Every movie in the franchise after this would turn Pinhead into a supervillain. In the very next film, 1992’s Hellraiser III: Hell on Earth, Pinhead is basically just Freddy Krueger, spouting one-liners from beginning to end. But this lessens his impact. He’s not just some quippy, power-mad villain. In Hellraiser and Hellbound, he and the Cenobites are the minotaur at the center of the maze. Once you find them, it’s practically too late. And yes, Pinhead gets overtaken in Hellbound by the Channard Cenobite, but by that point his legacy is cemented.

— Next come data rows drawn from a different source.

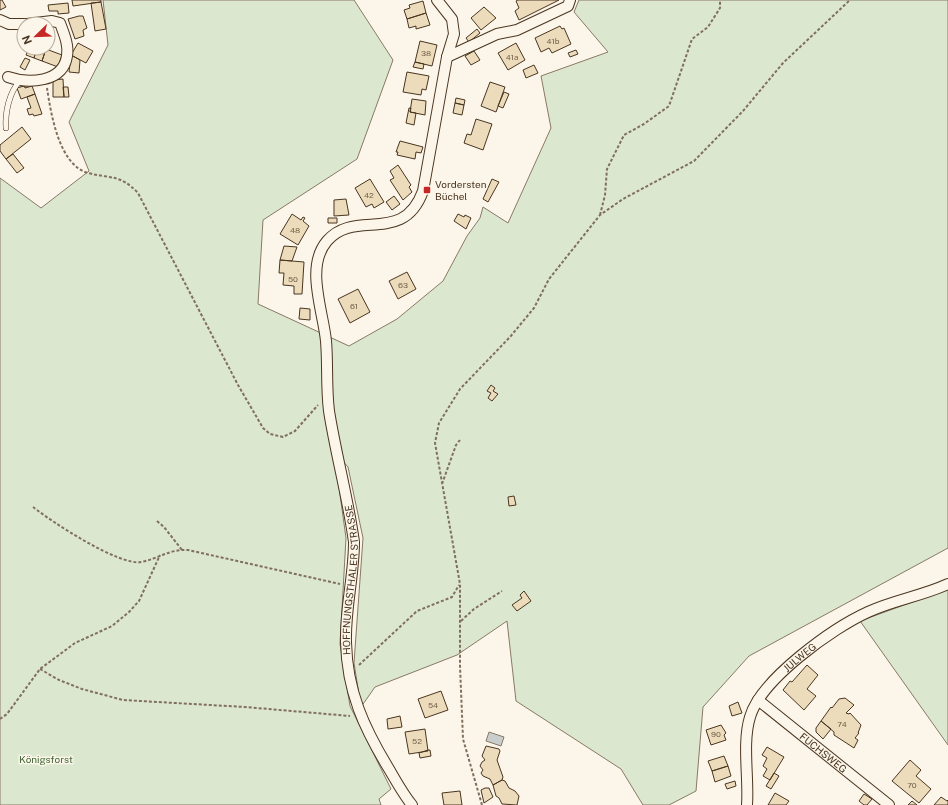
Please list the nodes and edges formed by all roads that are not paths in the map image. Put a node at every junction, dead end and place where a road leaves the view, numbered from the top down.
1 (437, 0) edge
2 (570, 0) edge
3 (0, 20) edge
4 (56, 22) edge
5 (16, 24) edge
6 (447, 57) junction
7 (8, 77) dead end
8 (20, 81) junction
9 (6, 128) dead end
10 (948, 584) edge
11 (758, 700) junction
12 (887, 804) edge
13 (412, 805) edge
14 (747, 805) edge

1 - 6 street
2 - 6 street
3 - 5 street
4 - 8 street
6 - 13 street, HOFFNUNGSTHALER STRASSE
7 - 8 street
8 - 9 lane
10 - 11 street, JULWEG
11 - 12 street, FUCHSWEG
11 - 14 street, JULWEG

Doug Bradley as Pinhead in Hellbound

New World Pictures

The first two Hellraiser movies offer different things to horror fans. The first is a foray into the taboo; the second an exercise in heightening stakes. For my money, I like what Hellbound is doing a little more. Its scope is much broader and more intriguing. But taken together, they tell a compelling story of a young woman trying to remain in the light while everything she knows falls into darkness. Ignore everything after and it’ll be a great night.

Hellraiser 1 and 2 Blu-rays from Arrow

Arrow Video

If you’ve never seen the first two Hellraiser movies or just want to see them again, I recommend picking up Arrow Video‘s new Blu-ray editions. Both come packed with extras and feature splendid video and audio transfers. Never before has depravity looked and sounded so good. And they’re worth watching any way you can; they have such sights to show you.